As described above, the composition for manufacturing a resistor comprising a tungsten compound, a metal boride, silicon or silicon monoxide, a glass frit, and an organic pickle according to the present invention is prepared in a substantially non-oxidizing atmosphere. The resistor obtained by firing with copper has excellent temperature coefficient of resistance and withstand voltage characteristics, and can be used together with copper conductors.

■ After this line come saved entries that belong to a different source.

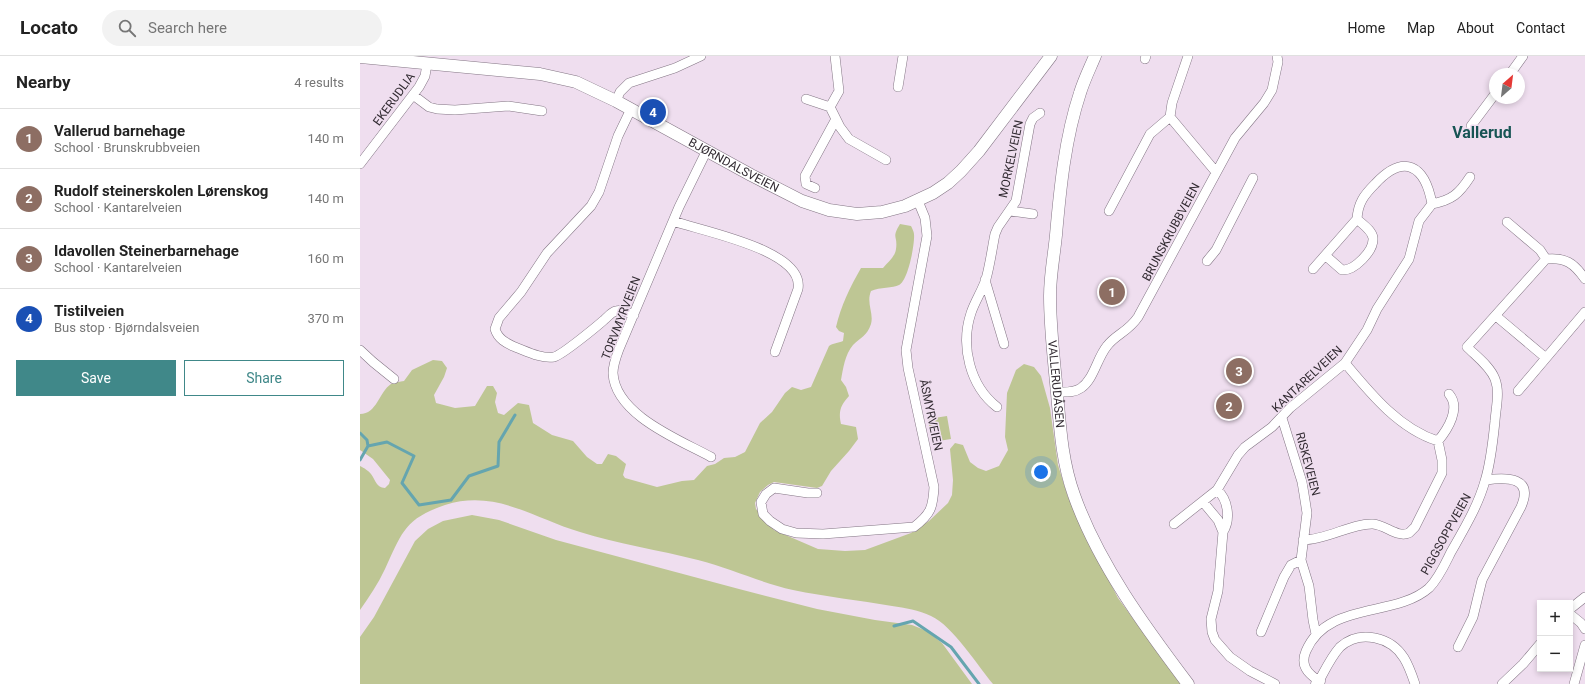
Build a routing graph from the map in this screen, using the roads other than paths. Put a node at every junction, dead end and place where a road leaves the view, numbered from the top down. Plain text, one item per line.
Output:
1 (701, 56) edge
2 (835, 56) edge
3 (903, 56) edge
4 (1051, 56) edge
5 (1095, 56) edge
6 (1188, 56) edge
7 (1277, 56) edge
8 (1523, 56) edge
9 (360, 57) edge
10 (427, 64) junction
11 (1514, 68) edge
12 (898, 87) dead end
13 (413, 95) junction
14 (806, 99) dead end
15 (616, 101) junction
16 (1489, 102) edge
17 (830, 107) junction
18 (631, 109) junction
19 (542, 111) dead end
20 (1040, 112) dead end
21 (1170, 117) junction
22 (836, 119) junction
23 (1471, 126) dead end
24 (706, 150) junction
25 (886, 160) dead end
26 (360, 164) edge
27 (1216, 172) junction
28 (1470, 177) dead end
29 (1253, 178) dead end
30 (815, 188) dead end
31 (918, 201) junction
32 (1432, 204) junction
33 (1010, 211) junction
34 (1109, 211) dead end
35 (1033, 214) dead end
36 (1357, 219) junction
37 (673, 221) junction
38 (1507, 222) dead end
39 (1326, 256) junction
40 (1546, 259) junction
41 (1206, 261) dead end
42 (1313, 269) dead end
43 (1585, 279) edge
44 (985, 280) junction
45 (1585, 312) edge
46 (634, 315) junction
47 (1496, 316) junction
48 (1004, 344) dead end
49 (360, 350) edge
50 (775, 352) dead end
51 (1546, 358) junction
52 (1345, 363) junction
53 (394, 379) dead end
54 (1518, 390) dead end
55 (1057, 392) junction
56 (1449, 394) dead end
57 (997, 407) dead end
58 (1282, 418) junction
59 (1438, 441) junction
60 (711, 457) dead end
61 (1486, 480) junction
62 (1217, 490) junction
63 (817, 493) dead end
64 (1202, 502) junction
65 (1174, 524) dead end
66 (1223, 532) junction
67 (1303, 540) junction
68 (1301, 560) junction
69 (1585, 597) edge
70 (1573, 607) edge
71 (1573, 616) edge
72 (1585, 629) edge
73 (1261, 632) dead end
74 (1316, 634) junction
75 (1585, 645) edge
76 (1458, 647) dead end
77 (1537, 648) edge
78 (1318, 683) edge
79 (1188, 684) edge
80 (1275, 684) edge
81 (1415, 684) edge
82 (1502, 684) edge
83 (1574, 684) edge

1 - 15 street
2 - 17 street
3 - 12 street
4 - 31 street, BJØRNDALSVEIEN
5 - 55 street, VALLERUDÅSEN
6 - 21 street
7 - 27 street, BRUNSKRUBBVEIEN
8 - 11 street
9 - 10 street, BJØRNDALSVEIEN
10 - 13 street, EKERUDLIA
10 - 15 street, BJØRNDALSVEIEN
13 - 19 street
13 - 26 street, EKERUDLIA
14 - 17 street
15 - 18 street, BJØRNDALSVEIEN
16 - 23 street
17 - 22 street
18 - 24 street, BJØRNDALSVEIEN
18 - 46 street
20 - 33 street, MORKELVEIEN
21 - 27 street
21 - 34 street
22 - 25 street
22 - 30 street
24 - 31 street, BJØRNDALSVEIEN
24 - 37 street, TORVMYRVEIEN
27 - 55 street, BRUNSKRUBBVEIEN
28 - 32 street
29 - 41 street
31 - 63 street, ÅSMYRVEIEN
32 - 36 street
32 - 52 street, KANTARELVEIEN
33 - 35 street
33 - 44 street, MORKELVEIEN
36 - 39 street
36 - 39 street
37 - 46 street, TORVMYRVEIEN
37 - 50 street
38 - 40 street
39 - 42 street
40 - 43 street
40 - 47 street, PIGGSOPPVEIEN
44 - 48 street, MORKELVEIEN
44 - 57 street, MORKELVEIEN
45 - 51 street
46 - 60 street, TORVMYRVEIEN
47 - 51 street
47 - 61 street, PIGGSOPPVEIEN
49 - 53 street
51 - 54 street
52 - 58 street, KANTARELVEIEN
52 - 59 street
55 - 79 street, VALLERUDÅSEN
56 - 59 street
58 - 62 street, KANTARELVEIEN
58 - 67 street, RISKEVEIEN
59 - 67 street
61 - 74 street, PIGGSOPPVEIEN
61 - 76 street
62 - 64 street, KANTARELVEIEN
62 - 66 street
64 - 65 street, KANTARELVEIEN
64 - 66 street
66 - 80 street
67 - 68 street, RISKEVEIEN
68 - 73 street
68 - 74 street, RISKEVEIEN
69 - 70 street
71 - 72 street
74 - 78 street, PIGGSOPPVEIEN
75 - 83 street
77 - 82 street
78 - 81 street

[Brief explanation of drawings]

FIG. 1 is a schematic explanatory diagram of an electrostatic withstand voltage characteristic measuring device used for evaluation of the present invention.

Claims (1)

[Scope of Claims] (a) one or more metal borides selected from the group consisting of rare earth borides, alkaline earth borides, borides of group IVa of the periodic table, and borides of group Va; (b ) one or more tungsten compounds selected from tungsten oxide and tungsten boride; (c) silicon or silicon monoxide; (d) glass frit; and (e) an organic vehicle; is more than 5 mol % and not more than 40 mol % of the glass frit, and the molar ratio of the tungsten compound to the metal boride is 4 to 4.
0.4, and the amount of silicon or silicon monoxide is 0.2 to 3% by weight based on the total amount of the metal boride, tungsten compound, and glass frit. Composition for use.